#### RECORD SET:
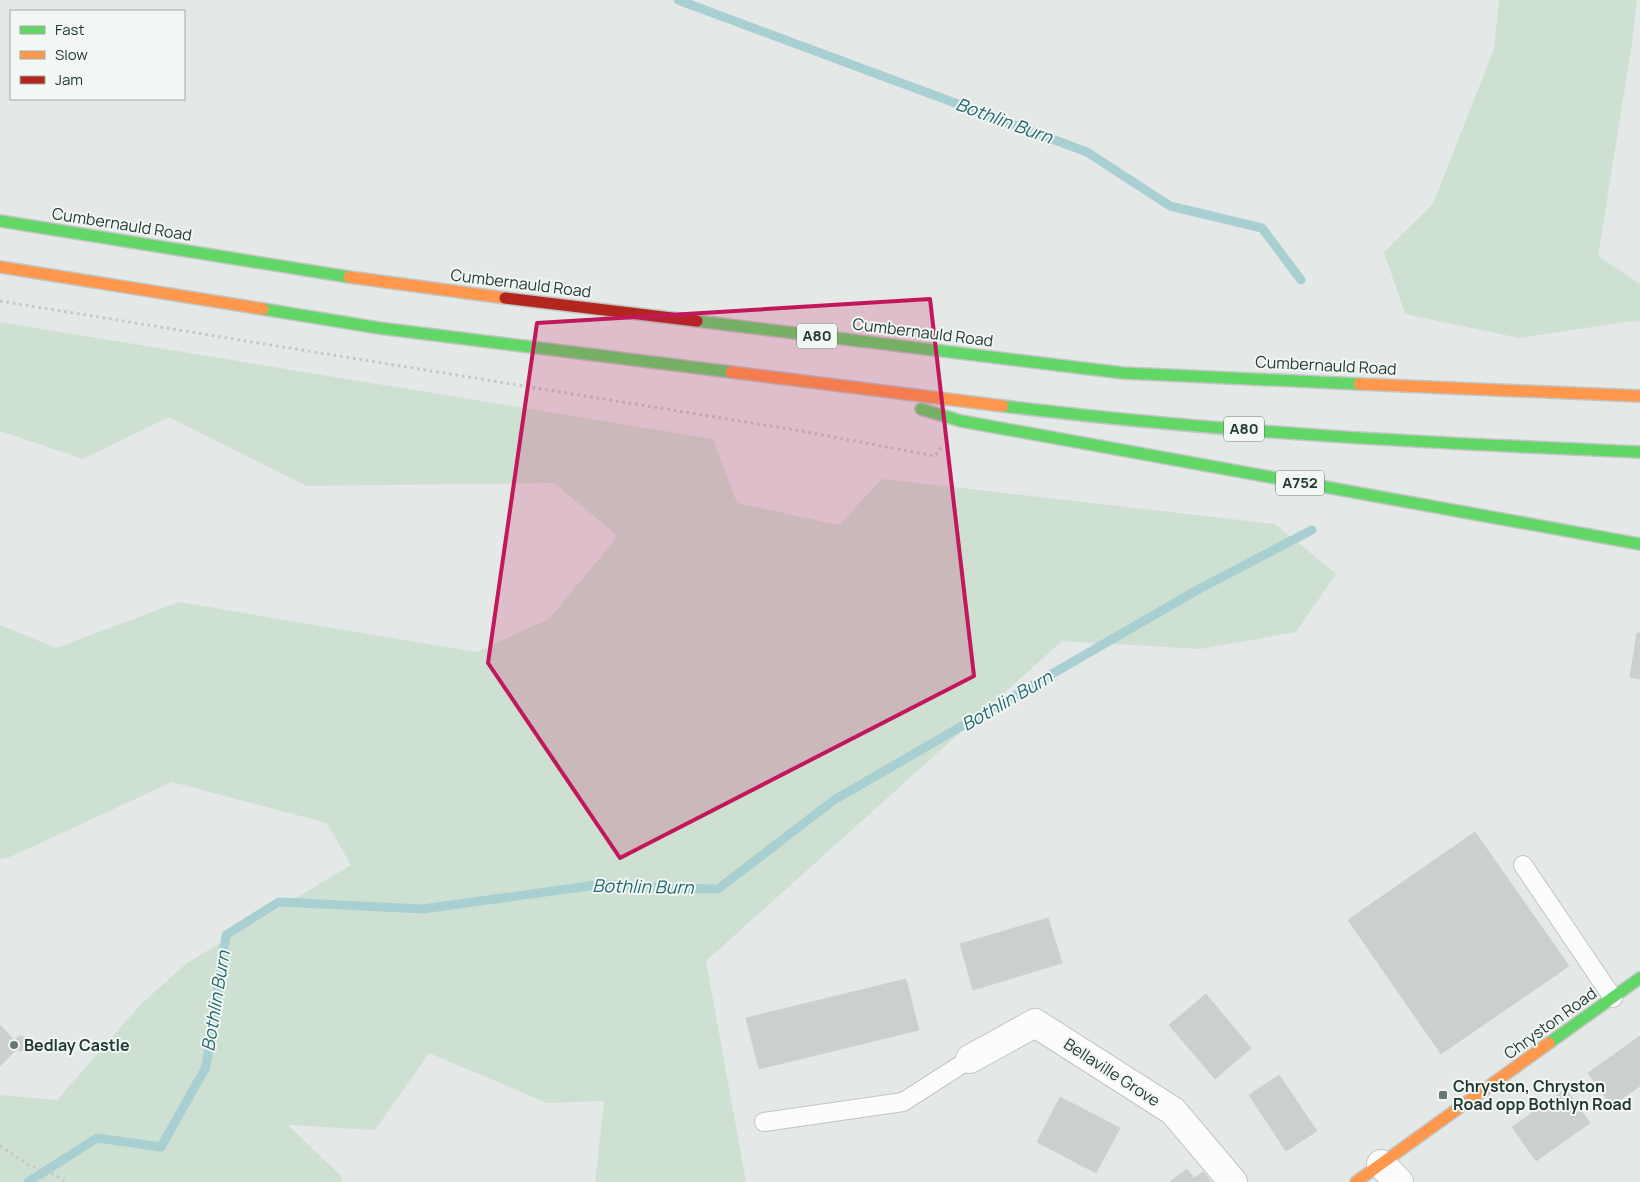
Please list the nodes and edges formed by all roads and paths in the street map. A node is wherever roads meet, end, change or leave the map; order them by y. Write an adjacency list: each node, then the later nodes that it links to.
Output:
1 (0, 221): 5 (main road, Cumbernauld Road / A80)
2 (0, 267): 4 (main road, A80)
3 (0, 302): 6 (path)
4 (850, 387): 6 (main road); 7 (main road, A80)
5 (1640, 396)
6 (961, 421): 8 (main road, A752)
7 (1640, 452)
8 (1640, 544)
9 (1524, 865): 11 (lane)
10 (1640, 978): 11 (main road, Chryston Road)
11 (1613, 998): 15 (main road, Chryston Road)
12 (970, 1059): 13 (lane); 17 (street, Bellaville Grove)
13 (764, 1122)
14 (0, 1146): 16 (path)
15 (1390, 1173): 18 (main road, Chryston Road)
16 (65, 1182)
17 (1233, 1182)
18 (1356, 1182)

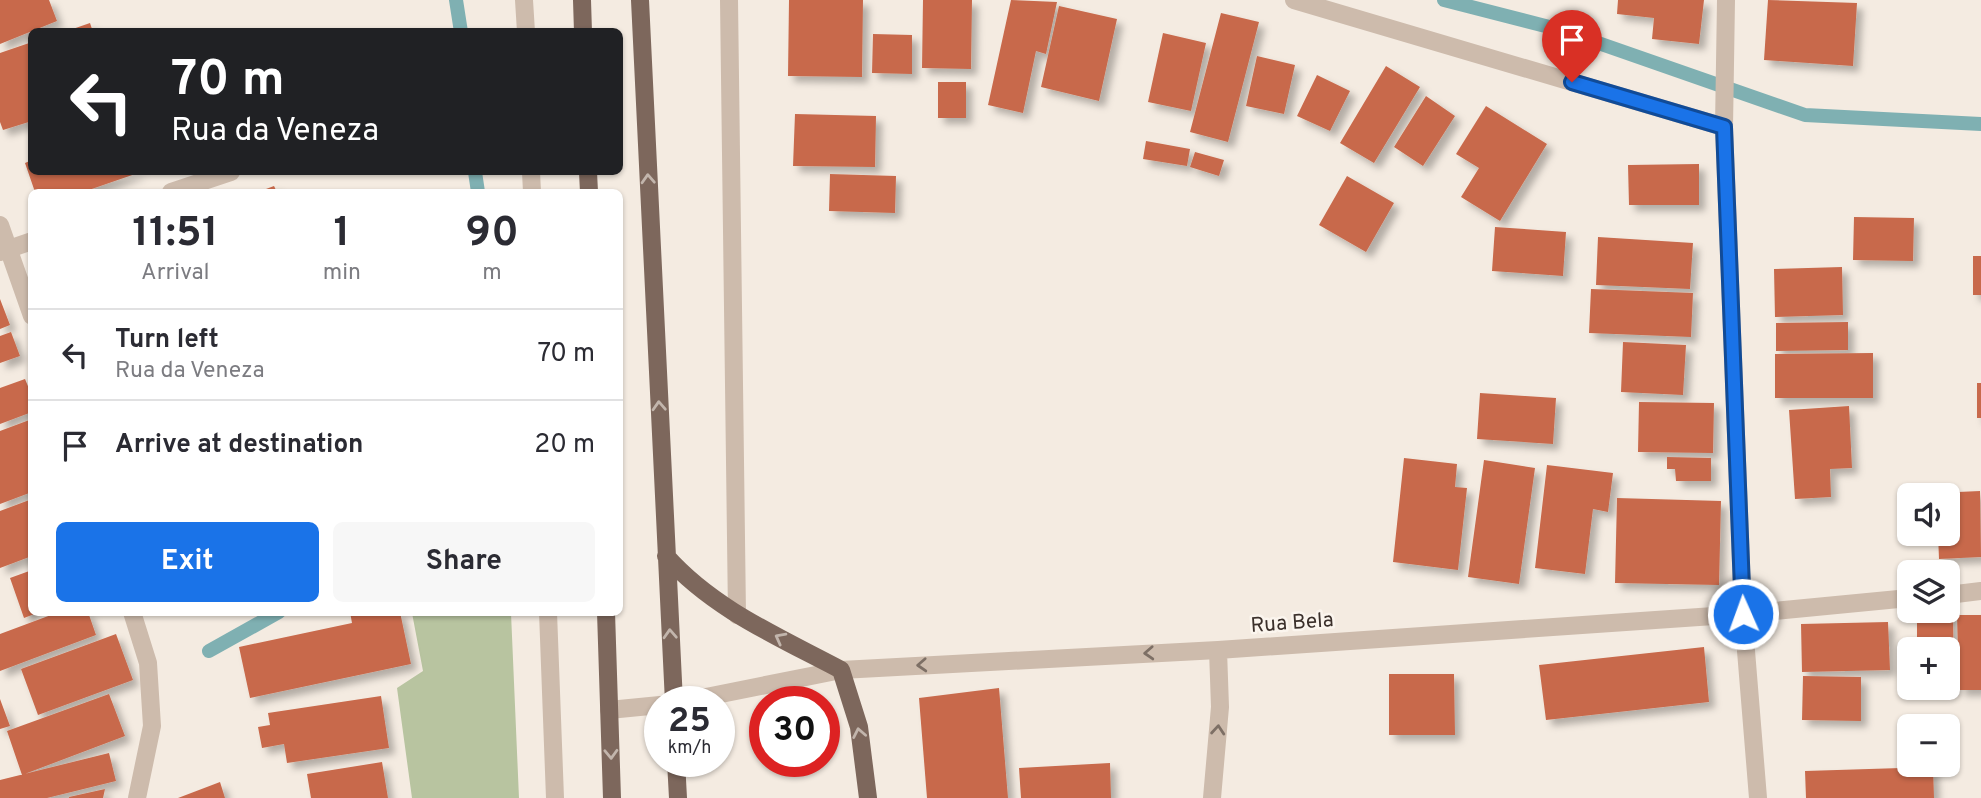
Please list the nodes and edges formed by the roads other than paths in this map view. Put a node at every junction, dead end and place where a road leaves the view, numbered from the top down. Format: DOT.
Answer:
graph roads {
  1 [pos="524,0"];
  2 [pos="582,0"];
  3 [pos="640,0"];
  4 [pos="729,0"];
  5 [pos="1294,0"];
  6 [pos="1726,0"];
  7 [pos="526,28"];
  8 [pos="583,28"];
  9 [pos="1724,122"];
  10 [pos="222,175"];
  11 [pos="180,189"];
  12 [pos="0,225"];
  13 [pos="28,242"];
  14 [pos="4,250"];
  15 [pos="28,307"];
  16 [pos="666,556"];
  17 [pos="1981,591"];
  18 [pos="1960,594"];
  19 [pos="1897,599"];
  20 [pos="1743,614"];
  21 [pos="737,615"];
  22 [pos="133,616"];
  23 [pos="548,616"];
  24 [pos="606,616"];
  25 [pos="1218,650"];
  26 [pos="841,670"];
  27 [pos="673,686"];
  28 [pos="735,691"];
  29 [pos="644,707"];
  30 [pos="609,710"];
  31 [pos="677,777"];
  32 [pos="137,798"];
  33 [pos="555,798"];
  34 [pos="612,798"];
  35 [pos="678,798"];
  36 [pos="868,798"];
  37 [pos="1212,798"];
  38 [pos="1758,798"];
  1 -- 7 [label="street"];
  2 -- 8 [label="main road"];
  16 -- 3 [label="main road, one-way"];
  4 -- 21 [label="street"];
  5 -- 9 [label="street"];
  6 -- 9 [label="street"];
  9 -- 20 [label="street"];
  10 -- 11 [label="street"];
  12 -- 14 [label="street"];
  13 -- 14 [label="street"];
  14 -- 15 [label="street"];
  16 -- 21 [label="main road"];
  27 -- 16 [label="main road, one-way"];
  17 -- 18 [label="street"];
  19 -- 20 [label="street, Rua Bela"];
  20 -- 25 [label="street, Rua Bela"];
  20 -- 38 [label="street"];
  26 -- 21 [label="main road, one-way"];
  22 -- 32 [label="street"];
  23 -- 33 [label="street"];
  24 -- 30 [label="main road"];
  25 -- 26 [label="street, Rua Bela, one-way"];
  37 -- 25 [label="street, one-way"];
  26 -- 28 [label="street, Rua Bela"];
  36 -- 26 [label="main road, one-way"];
  29 -- 30 [label="street"];
  30 -- 34 [label="main road, one-way"];
  31 -- 35 [label="main road"];
}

#### TASK ITEM:
With the pictures excluded, restate the material exactly as it stands.

#### TASK ANSWER:
Please list the nodes and edges formed by all roads and paths in the street map. A node is wherever roads meet, end, change or leave the map; order them by y. Write an adjacency list: each node, then the later nodes that it links to.
Output:
1 (0, 221): 5 (main road, Cumbernauld Road / A80)
2 (0, 267): 4 (main road, A80)
3 (0, 302): 6 (path)
4 (850, 387): 6 (main road); 7 (main road, A80)
5 (1640, 396)
6 (961, 421): 8 (main road, A752)
7 (1640, 452)
8 (1640, 544)
9 (1524, 865): 11 (lane)
10 (1640, 978): 11 (main road, Chryston Road)
11 (1613, 998): 15 (main road, Chryston Road)
12 (970, 1059): 13 (lane); 17 (street, Bellaville Grove)
13 (764, 1122)
14 (0, 1146): 16 (path)
15 (1390, 1173): 18 (main road, Chryston Road)
16 (65, 1182)
17 (1233, 1182)
18 (1356, 1182)

Please list the nodes and edges formed by the roads other than paths in this map view. Put a node at every junction, dead end and place where a road leaves the view, numbered from the top down. Format: DOT.
Answer:
graph roads {
  1 [pos="524,0"];
  2 [pos="582,0"];
  3 [pos="640,0"];
  4 [pos="729,0"];
  5 [pos="1294,0"];
  6 [pos="1726,0"];
  7 [pos="526,28"];
  8 [pos="583,28"];
  9 [pos="1724,122"];
  10 [pos="222,175"];
  11 [pos="180,189"];
  12 [pos="0,225"];
  13 [pos="28,242"];
  14 [pos="4,250"];
  15 [pos="28,307"];
  16 [pos="666,556"];
  17 [pos="1981,591"];
  18 [pos="1960,594"];
  19 [pos="1897,599"];
  20 [pos="1743,614"];
  21 [pos="737,615"];
  22 [pos="133,616"];
  23 [pos="548,616"];
  24 [pos="606,616"];
  25 [pos="1218,650"];
  26 [pos="841,670"];
  27 [pos="673,686"];
  28 [pos="735,691"];
  29 [pos="644,707"];
  30 [pos="609,710"];
  31 [pos="677,777"];
  32 [pos="137,798"];
  33 [pos="555,798"];
  34 [pos="612,798"];
  35 [pos="678,798"];
  36 [pos="868,798"];
  37 [pos="1212,798"];
  38 [pos="1758,798"];
  1 -- 7 [label="street"];
  2 -- 8 [label="main road"];
  16 -- 3 [label="main road, one-way"];
  4 -- 21 [label="street"];
  5 -- 9 [label="street"];
  6 -- 9 [label="street"];
  9 -- 20 [label="street"];
  10 -- 11 [label="street"];
  12 -- 14 [label="street"];
  13 -- 14 [label="street"];
  14 -- 15 [label="street"];
  16 -- 21 [label="main road"];
  27 -- 16 [label="main road, one-way"];
  17 -- 18 [label="street"];
  19 -- 20 [label="street, Rua Bela"];
  20 -- 25 [label="street, Rua Bela"];
  20 -- 38 [label="street"];
  26 -- 21 [label="main road, one-way"];
  22 -- 32 [label="street"];
  23 -- 33 [label="street"];
  24 -- 30 [label="main road"];
  25 -- 26 [label="street, Rua Bela, one-way"];
  37 -- 25 [label="street, one-way"];
  26 -- 28 [label="street, Rua Bela"];
  36 -- 26 [label="main road, one-way"];
  29 -- 30 [label="street"];
  30 -- 34 [label="main road, one-way"];
  31 -- 35 [label="main road"];
}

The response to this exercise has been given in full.